Wednesday, 10 September 2014

Neruda week: Evening

Evening, sonnet LXV (65)

Mathilde, where are you? Down there I noticed,
under my necktie and just above the heart,
a certain pang of grief between the ribs,
you were gone that quickly.

I needed the light of your energy,
I looked around, devouring hope.
I watched the void without you that is like a house,
nothing left but tragic windows.

Out of sheer taciturnity the ceiling listens
to the fall of the ancient leafless rain,
to feathers, to whatever the night imprisoned:

so I wait for you like a lonely house
till you will see me again and live in me.
Till then my windows ache.


You are gone and I miss you. And when I see you you will live in me. Again. Till you will see me again and live in me. So until I see you again there is no life for me. You live in me. Not in my house, but in me, inside, just above the heart. And until then the windows of my soul ache. It hurts even reading it. In my lonely house, filled with sheer taciturnity, my windows ache till you see me again. That is why I love this poet so much. “You are gone and I miss you” can be this beautiful. You just need a poet.

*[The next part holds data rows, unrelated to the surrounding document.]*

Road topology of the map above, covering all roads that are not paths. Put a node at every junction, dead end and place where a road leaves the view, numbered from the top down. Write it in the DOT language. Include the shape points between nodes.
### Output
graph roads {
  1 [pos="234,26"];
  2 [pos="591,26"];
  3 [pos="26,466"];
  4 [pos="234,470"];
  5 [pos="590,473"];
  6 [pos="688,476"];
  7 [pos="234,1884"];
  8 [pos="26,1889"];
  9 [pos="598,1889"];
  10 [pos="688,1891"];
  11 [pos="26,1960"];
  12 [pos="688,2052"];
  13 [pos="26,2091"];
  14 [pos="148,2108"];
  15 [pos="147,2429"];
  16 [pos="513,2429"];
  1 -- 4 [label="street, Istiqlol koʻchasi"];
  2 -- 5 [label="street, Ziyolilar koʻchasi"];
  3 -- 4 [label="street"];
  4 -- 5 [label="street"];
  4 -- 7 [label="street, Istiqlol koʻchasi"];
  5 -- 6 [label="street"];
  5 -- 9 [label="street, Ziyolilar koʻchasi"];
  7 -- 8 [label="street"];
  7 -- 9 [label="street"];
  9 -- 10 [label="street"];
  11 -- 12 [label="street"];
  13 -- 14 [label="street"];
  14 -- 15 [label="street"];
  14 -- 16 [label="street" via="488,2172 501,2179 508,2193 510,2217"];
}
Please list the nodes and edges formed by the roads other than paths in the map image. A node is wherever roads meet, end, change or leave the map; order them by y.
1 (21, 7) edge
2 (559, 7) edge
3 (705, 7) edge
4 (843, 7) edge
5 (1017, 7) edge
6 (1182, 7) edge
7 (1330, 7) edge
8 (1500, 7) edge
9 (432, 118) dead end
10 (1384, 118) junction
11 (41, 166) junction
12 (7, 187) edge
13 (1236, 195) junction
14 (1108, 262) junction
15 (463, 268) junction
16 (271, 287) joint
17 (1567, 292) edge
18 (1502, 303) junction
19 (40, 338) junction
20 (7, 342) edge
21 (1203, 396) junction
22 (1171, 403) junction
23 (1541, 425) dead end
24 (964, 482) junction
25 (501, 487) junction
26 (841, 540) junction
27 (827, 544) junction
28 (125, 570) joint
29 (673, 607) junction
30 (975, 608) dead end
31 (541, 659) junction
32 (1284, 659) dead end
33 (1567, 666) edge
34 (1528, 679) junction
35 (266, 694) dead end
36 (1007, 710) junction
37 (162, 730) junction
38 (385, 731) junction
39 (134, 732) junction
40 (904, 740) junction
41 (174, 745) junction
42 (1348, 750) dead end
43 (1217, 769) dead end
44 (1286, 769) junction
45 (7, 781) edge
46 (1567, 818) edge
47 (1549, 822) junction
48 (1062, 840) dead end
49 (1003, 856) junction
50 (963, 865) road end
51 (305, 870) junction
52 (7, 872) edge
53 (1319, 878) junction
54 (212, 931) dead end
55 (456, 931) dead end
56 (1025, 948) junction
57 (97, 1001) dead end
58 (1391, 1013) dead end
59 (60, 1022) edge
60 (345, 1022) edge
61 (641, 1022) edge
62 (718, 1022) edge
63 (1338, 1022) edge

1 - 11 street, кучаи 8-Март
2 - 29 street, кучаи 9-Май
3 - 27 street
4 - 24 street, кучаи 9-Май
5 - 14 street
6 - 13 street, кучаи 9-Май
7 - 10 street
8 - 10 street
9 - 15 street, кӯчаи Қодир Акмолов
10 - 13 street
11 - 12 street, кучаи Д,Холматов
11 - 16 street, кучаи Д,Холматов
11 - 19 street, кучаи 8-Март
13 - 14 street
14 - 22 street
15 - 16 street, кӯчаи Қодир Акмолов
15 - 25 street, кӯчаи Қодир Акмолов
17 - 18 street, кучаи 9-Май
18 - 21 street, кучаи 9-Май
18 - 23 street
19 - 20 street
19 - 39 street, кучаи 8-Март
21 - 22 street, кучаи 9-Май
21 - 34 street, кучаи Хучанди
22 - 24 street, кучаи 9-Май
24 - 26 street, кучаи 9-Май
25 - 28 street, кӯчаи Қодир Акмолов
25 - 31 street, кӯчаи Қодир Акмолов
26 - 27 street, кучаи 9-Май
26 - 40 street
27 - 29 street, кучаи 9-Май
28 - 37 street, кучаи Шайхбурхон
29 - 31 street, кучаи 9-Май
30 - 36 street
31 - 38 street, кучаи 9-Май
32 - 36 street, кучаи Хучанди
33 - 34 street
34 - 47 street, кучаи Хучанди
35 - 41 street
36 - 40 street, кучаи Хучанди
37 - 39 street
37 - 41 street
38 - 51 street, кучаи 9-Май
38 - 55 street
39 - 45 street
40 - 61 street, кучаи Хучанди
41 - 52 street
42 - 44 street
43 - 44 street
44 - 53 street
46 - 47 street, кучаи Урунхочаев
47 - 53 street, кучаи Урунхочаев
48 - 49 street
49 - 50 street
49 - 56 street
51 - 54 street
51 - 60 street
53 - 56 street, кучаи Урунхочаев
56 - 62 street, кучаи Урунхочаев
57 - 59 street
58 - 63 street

Whatever the night imprisoned. All things that are dark and motionless because they can’t get away, feathers, leaves and the remains of a predators lethal attack in the hours of darkness. The ancient leafless rain falls on whatever the night imprisoned. 

It took me a long time to read all 100 sonnets because if I a read a sonnet like this, I keep on thinking about it. Again and again. Can you walk away from the computer and not think about: so I wait for you like a lonely house till you will see me again and live in me? Just do something else and shake it off? 

2 comments:

  1. No, I can`t.

    Very nice and deep poem.
    It is what love is about? Or is it a dependence?
    Both, I think.
    But it must be so fantastic felling to be loved and missed like this.
    I hope that Mathilde appreciated it.

    Thank you, Han för this beautifull poem. Good summary.

    Mona Lisa

    ReplyDelete
    Replies
    1. I´m sure Mathilde liked it. More about her in tomorrows´ post.